I think I’ve become quieter lately on these walks with Barry. I’m not thinking any less, but I’m keeping my thoughts more to myself. I used to blithely say pretty much whatever popped into my head. I’d see a red-headed woodpecker and comment on its beauty. And then I’d wonder aloud if that species would survive the Sixth Great Extinction we are currently in. Or I’d be thinking about an article I’d recently read about the destabilization of the West Antarctic Ice Sheet and the potential for several additional feet of sea level rise as a result. I’d mention that the world’s most important coastal cities – New York, Boston, Shanghai, and so many more – will eventually be drowned by a relentlessly rising sea caused by warming oceans and melting glaciers. In case Barry wasn’t aware. Or in case he’d forgotten from the last time I mentioned these things.
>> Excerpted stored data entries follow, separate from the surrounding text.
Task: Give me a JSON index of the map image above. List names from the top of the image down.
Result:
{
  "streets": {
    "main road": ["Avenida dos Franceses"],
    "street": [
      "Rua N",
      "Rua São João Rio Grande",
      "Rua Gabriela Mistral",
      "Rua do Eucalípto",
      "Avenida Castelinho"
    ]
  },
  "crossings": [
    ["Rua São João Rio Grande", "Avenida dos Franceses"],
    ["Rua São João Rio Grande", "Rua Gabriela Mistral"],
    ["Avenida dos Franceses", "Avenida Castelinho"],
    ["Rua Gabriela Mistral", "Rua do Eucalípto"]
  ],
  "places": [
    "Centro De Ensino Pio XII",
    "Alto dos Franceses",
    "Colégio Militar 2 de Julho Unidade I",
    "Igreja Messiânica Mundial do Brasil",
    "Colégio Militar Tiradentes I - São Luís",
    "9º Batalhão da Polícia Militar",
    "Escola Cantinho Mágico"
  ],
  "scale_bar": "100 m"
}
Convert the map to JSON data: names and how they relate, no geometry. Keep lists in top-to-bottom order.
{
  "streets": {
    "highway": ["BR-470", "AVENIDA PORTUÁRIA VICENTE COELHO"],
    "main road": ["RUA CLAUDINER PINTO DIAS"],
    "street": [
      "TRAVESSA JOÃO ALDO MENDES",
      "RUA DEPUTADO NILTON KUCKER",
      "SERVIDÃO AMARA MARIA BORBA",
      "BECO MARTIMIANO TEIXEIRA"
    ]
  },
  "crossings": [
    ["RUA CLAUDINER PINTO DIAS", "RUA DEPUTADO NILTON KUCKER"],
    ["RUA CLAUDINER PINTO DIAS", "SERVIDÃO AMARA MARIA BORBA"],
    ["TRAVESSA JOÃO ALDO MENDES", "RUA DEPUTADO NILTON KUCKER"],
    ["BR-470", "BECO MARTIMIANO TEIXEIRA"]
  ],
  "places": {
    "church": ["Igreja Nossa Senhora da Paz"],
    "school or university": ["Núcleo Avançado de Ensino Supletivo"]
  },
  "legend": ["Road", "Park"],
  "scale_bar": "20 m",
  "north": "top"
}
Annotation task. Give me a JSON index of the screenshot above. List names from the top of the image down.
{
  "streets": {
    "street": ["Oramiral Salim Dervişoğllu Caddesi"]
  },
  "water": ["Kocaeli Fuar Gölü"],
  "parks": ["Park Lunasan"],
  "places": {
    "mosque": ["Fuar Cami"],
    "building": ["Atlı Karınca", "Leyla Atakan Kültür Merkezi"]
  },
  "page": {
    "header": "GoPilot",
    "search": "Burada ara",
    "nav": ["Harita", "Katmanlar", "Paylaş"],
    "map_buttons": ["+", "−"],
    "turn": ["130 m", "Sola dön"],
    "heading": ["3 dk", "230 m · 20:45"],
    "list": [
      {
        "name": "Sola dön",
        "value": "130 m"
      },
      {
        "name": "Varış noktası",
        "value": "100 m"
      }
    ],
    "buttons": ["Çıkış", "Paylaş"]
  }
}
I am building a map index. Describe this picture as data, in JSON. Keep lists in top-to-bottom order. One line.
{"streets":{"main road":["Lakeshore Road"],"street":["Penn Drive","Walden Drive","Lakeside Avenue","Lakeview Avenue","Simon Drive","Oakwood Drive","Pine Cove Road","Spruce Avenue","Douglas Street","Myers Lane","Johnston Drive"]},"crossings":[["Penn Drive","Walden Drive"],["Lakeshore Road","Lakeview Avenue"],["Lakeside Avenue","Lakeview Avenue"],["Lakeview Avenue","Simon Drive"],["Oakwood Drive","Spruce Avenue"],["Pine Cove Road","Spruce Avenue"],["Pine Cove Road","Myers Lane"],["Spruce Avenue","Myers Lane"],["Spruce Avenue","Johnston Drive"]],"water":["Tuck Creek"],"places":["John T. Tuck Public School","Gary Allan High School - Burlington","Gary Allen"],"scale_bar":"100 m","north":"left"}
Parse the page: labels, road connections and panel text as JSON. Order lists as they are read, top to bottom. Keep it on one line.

You can get a sense of how much fun it might be taking a walk with me as I provide a running commentary on the impending demise of the world as we know it and the concomitant risks to human civilization. Add in the venting of my outrage at the recalcitrant troglodyte politicians who refuse to acknowledge the validity of human-caused climate change, let alone do anything about it … and you might wonder why lines have not formed of people wanting to take walks in the woods with me.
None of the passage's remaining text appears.